Des opérations de perquisition ont été menées, entraînant la fermeture de trois établissements. Cette enquête, débutée en avril, a été menée avec l'aide de l'ONG Our Rescue. Elle a permis de démanteler un réseau qui exploitait sexuellement les victimes tout en vendant des substances illicites pour augmenter ses profits.
Une des victimes a réussi à s'échapper du lieu où elle était retenue. Elle a subi des agressions physiques et sexuelles avant de se tourner vers la police pour demander de l'aide. Les victimes étaient soumises à un régime de contrôle strict, devant être disponibles en permanence et surveillées par les membres du réseau.
De plus, elles étaient contraintes à effectuer des services à domicile, souvent sans protection. Certaines victimes ont déclaré avoir été attirées en Espagne sous de fausses promesses d'emploi, telles que masseuses ou cuisinières, avec un salaire d'environ 2 000 euros par mois.
L'organisation s'occupait également du transport des victimes depuis la péninsule vers Palma. Une fois arrivées, elles étaient immédiatement conduites dans des prostíbulos, où elles devaient travailler 24 heures sur 24, 7 jours sur 7. Les services sexuels à domicile étaient également imposés, permettant à l'organisation de facturer davantage.

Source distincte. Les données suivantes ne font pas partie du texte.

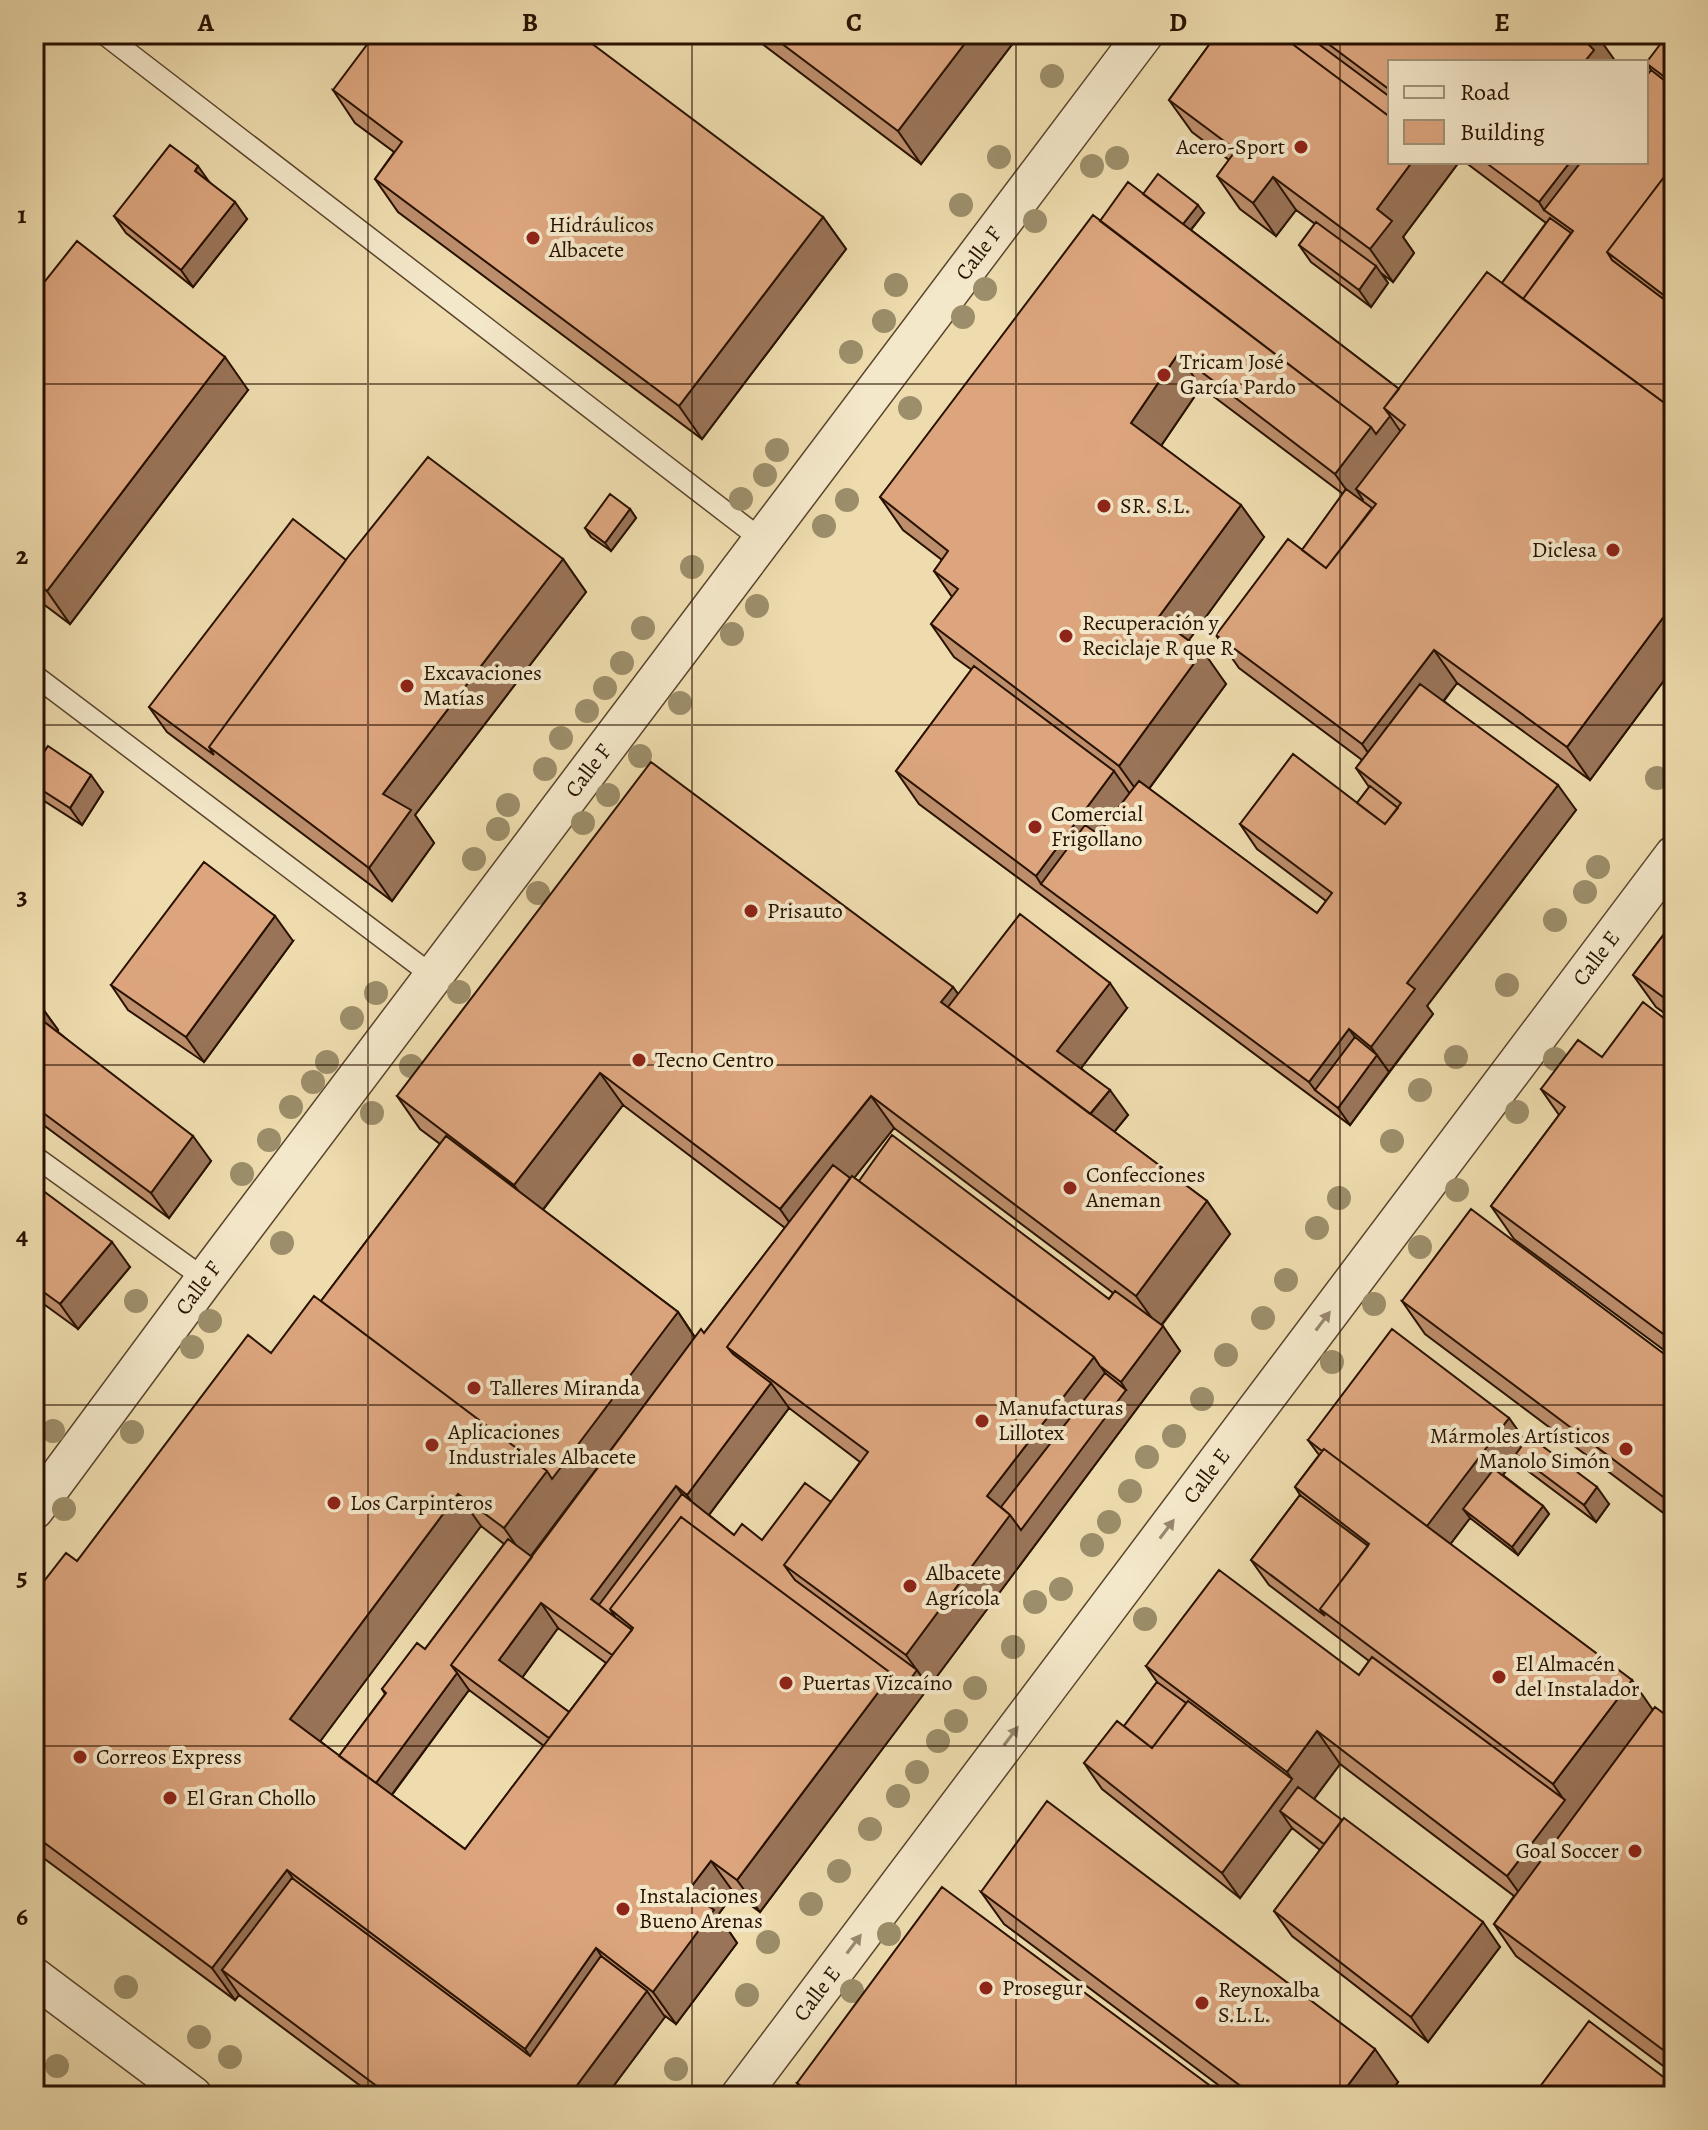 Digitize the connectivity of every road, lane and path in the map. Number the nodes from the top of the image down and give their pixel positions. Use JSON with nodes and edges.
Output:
{"nodes":[{"id":1,"x":104,"y":34,"type":"edge"},
{"id":2,"x":1135,"y":37,"type":"edge"},
{"id":3,"x":762,"y":540,"type":"junction"},
{"id":4,"x":34,"y":675,"type":"edge"},
{"id":5,"x":1674,"y":855,"type":"edge"},
{"id":6,"x":433,"y":976,"type":"junction"},
{"id":7,"x":34,"y":1156,"type":"edge"},
{"id":8,"x":205,"y":1279,"type":"junction"},
{"id":9,"x":34,"y":1510,"type":"edge"},
{"id":10,"x":34,"y":1977,"type":"edge"},
{"id":11,"x":193,"y":2096,"type":"edge"},
{"id":12,"x":740,"y":2096,"type":"edge"}],
"edges":[{"from":1,"to":3,"type":"lane"},
{"from":2,"to":3,"type":"street","name":"Calle F"},
{"from":3,"to":6,"type":"street","name":"Calle F"},
{"from":4,"to":6,"type":"lane"},
{"from":12,"to":5,"type":"street","name":"Calle E","one_way":true},
{"from":6,"to":8,"type":"street","name":"Calle F"},
{"from":7,"to":8,"type":"lane"},
{"from":8,"to":9,"type":"street","name":"Calle F"},
{"from":10,"to":11,"type":"street"}]} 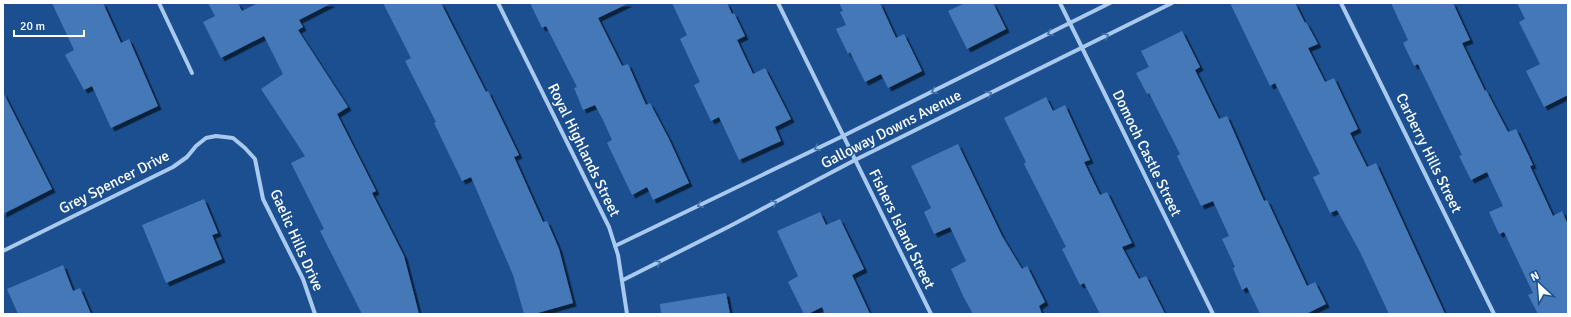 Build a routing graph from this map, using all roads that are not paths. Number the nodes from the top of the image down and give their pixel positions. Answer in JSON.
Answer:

En parallèle, le réseau proposait aux victimes de régulariser leur situation en Espagne par le biais de mariages frauduleux, moyennant des sommes importantes. Une fois leur statut régularisé, leur identité était exploitée pour ouvrir des comptes bancaires et masquer les véritables responsables de l'exploitation.
La Policía Nacional a constaté que dans l'un des trois établissements, les bénéfices s'élevaient à 1,2 million d'euros, ce qui montre l'ampleur du profit tiré de l'exploitation. Les perquisitions ont également révélé des biens de valeur, notamment cinq véhicules de luxe, 190 000 euros en espèces, ainsi que diverses armes.
En outre, des bijoux, des montres, des téléphones mobiles et d'autres articles de luxe ont été saisis. La police a également découvert une importante documentation liée aux activités criminelles de ce réseau.
Cette affaire met en lumière l'ampleur de l'exploitation sexuelle à Palma de Mallorca. Grâce à l'intervention de la police et des ONG, des victimes ont pu retrouver leur liberté. Toutefois, le combat contre de telles organisations reste un défi majeur pour les autorités.